WHAT YOU ARE ASKED TO DO> Where does the word "Liberty" show up in the data? Please find each such line and copy it.

──────── DATA SUPPLIED

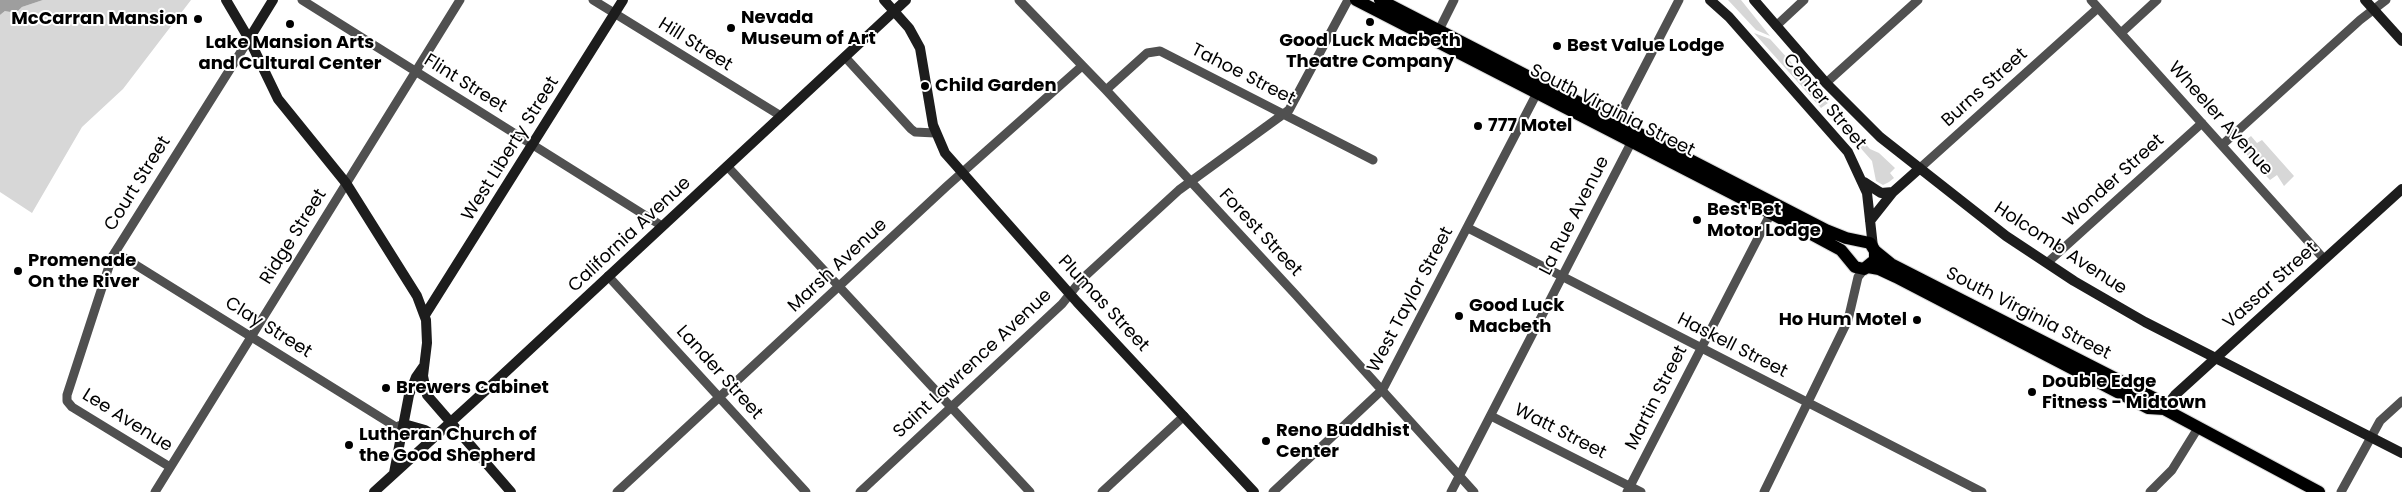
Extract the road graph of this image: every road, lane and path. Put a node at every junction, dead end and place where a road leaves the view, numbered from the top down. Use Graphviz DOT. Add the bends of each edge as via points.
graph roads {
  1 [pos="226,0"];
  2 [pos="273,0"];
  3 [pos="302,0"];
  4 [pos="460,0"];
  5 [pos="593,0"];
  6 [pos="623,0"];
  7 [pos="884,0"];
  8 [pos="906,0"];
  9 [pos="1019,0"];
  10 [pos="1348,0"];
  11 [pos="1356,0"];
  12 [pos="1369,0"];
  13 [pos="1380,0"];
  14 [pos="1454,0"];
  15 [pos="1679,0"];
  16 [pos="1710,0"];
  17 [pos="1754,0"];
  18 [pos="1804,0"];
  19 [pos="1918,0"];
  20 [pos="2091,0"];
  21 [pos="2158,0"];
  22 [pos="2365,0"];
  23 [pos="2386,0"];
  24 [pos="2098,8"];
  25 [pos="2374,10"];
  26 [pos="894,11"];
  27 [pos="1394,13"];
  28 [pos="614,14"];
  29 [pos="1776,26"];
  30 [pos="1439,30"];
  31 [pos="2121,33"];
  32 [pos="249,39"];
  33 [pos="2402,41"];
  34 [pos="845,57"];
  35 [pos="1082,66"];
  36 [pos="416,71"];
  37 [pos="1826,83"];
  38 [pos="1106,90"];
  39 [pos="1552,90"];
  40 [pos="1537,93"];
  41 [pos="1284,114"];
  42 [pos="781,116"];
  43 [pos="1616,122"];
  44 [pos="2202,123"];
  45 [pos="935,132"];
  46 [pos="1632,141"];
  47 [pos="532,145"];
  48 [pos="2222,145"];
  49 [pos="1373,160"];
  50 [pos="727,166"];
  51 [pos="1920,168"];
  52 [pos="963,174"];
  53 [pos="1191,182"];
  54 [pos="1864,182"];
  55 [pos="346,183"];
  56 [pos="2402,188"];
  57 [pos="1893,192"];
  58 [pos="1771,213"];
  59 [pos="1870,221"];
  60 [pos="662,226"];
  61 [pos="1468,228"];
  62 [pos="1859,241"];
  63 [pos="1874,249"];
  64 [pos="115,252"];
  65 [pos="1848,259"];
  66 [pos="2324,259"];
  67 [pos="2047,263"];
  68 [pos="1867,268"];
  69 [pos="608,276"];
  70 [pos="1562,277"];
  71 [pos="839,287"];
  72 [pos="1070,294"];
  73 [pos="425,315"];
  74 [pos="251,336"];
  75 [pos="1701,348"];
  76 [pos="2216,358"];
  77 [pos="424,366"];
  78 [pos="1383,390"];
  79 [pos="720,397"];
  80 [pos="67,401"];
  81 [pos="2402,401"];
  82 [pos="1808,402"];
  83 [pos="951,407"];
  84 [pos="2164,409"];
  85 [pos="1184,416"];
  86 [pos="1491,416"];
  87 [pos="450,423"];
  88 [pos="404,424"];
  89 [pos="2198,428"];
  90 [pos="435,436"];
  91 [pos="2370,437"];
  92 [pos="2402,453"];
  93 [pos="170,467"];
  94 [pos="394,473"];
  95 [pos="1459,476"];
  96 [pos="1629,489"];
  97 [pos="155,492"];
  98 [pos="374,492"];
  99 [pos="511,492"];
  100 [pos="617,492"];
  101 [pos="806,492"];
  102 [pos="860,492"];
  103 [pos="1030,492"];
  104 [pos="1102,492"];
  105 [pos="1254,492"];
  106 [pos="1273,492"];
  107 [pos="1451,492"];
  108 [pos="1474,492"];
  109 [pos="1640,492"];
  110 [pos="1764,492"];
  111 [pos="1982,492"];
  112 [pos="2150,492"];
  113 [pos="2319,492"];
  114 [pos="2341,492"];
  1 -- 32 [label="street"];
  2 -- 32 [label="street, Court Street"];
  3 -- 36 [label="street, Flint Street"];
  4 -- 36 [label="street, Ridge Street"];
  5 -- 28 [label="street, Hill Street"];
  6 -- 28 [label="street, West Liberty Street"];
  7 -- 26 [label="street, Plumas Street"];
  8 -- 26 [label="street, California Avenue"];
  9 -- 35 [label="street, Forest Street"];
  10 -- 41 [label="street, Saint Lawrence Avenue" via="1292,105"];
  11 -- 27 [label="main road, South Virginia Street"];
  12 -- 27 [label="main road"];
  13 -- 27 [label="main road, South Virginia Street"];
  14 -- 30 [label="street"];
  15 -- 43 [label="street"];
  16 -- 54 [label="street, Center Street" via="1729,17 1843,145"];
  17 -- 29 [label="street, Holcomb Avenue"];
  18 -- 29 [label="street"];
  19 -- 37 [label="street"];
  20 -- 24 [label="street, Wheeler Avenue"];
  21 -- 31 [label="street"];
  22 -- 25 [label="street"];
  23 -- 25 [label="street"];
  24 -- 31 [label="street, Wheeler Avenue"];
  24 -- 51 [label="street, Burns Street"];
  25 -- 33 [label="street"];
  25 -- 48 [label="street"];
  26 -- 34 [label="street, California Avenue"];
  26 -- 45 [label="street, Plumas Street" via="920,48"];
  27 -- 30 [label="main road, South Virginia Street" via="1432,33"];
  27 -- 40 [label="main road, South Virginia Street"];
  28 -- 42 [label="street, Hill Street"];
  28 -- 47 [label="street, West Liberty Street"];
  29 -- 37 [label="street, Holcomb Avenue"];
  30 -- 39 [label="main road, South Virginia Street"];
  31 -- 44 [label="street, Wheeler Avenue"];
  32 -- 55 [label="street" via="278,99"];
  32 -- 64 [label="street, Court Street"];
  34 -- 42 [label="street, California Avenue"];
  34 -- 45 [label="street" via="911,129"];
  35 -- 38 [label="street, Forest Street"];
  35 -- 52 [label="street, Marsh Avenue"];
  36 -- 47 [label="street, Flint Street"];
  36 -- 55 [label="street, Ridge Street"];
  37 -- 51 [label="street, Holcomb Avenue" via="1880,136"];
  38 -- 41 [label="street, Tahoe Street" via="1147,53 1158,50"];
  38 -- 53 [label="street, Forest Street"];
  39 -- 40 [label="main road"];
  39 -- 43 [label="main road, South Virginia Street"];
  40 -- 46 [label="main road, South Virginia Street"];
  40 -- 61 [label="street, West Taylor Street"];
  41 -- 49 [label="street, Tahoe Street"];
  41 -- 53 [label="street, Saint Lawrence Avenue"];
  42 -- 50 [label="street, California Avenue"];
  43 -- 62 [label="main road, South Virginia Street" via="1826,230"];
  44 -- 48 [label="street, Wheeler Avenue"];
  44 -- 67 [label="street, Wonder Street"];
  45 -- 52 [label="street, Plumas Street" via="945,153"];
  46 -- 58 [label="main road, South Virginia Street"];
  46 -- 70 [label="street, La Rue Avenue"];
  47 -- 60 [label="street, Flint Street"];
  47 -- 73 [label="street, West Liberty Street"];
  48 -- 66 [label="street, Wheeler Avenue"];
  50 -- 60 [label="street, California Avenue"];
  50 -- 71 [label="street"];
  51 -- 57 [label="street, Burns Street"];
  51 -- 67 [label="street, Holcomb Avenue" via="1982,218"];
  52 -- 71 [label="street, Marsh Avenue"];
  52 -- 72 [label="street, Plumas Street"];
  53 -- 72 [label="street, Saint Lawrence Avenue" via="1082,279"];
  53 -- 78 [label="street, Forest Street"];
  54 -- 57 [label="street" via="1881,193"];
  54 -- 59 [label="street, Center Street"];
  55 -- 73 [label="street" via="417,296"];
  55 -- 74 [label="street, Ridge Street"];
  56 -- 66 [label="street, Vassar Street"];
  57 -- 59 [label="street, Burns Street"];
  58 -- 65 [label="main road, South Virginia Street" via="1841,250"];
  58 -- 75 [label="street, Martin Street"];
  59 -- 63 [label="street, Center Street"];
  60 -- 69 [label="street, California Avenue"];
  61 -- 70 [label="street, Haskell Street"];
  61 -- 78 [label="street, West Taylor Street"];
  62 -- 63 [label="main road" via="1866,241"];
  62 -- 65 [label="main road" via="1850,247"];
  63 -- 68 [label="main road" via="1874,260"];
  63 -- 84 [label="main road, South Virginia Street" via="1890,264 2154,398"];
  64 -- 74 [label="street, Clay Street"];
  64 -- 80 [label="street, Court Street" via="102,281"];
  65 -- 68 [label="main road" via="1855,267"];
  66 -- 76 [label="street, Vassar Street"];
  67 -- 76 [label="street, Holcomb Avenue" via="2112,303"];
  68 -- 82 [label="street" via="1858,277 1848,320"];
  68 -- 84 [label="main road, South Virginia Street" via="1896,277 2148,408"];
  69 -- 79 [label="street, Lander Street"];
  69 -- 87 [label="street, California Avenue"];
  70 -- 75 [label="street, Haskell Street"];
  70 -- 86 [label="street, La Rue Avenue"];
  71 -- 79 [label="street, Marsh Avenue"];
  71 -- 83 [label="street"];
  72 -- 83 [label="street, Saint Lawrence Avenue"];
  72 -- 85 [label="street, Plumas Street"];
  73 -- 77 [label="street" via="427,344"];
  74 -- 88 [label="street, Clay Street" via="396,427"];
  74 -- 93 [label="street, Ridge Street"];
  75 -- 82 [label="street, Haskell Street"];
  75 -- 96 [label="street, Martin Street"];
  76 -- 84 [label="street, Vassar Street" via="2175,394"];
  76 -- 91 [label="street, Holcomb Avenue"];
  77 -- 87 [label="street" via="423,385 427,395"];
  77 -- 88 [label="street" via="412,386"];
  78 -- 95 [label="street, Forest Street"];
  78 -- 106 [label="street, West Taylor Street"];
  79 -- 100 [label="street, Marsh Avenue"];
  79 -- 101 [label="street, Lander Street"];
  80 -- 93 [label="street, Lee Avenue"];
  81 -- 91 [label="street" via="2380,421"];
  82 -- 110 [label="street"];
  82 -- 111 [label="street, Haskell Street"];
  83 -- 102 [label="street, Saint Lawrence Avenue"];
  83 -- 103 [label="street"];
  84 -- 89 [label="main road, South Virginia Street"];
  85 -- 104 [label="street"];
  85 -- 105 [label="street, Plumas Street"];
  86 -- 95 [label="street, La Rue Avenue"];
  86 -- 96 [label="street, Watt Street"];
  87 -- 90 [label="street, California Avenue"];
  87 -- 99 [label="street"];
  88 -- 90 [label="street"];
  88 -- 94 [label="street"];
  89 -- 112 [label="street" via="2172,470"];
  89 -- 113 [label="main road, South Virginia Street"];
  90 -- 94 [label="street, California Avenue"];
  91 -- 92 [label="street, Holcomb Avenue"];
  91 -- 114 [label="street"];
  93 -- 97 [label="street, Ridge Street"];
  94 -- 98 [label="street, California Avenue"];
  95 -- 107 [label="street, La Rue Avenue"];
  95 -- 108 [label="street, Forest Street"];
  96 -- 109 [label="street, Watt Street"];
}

────────────────

RESPONSE BELOW>
  6 -- 28 [label="street, West Liberty Street"];
  28 -- 47 [label="street, West Liberty Street"];
  47 -- 73 [label="street, West Liberty Street"];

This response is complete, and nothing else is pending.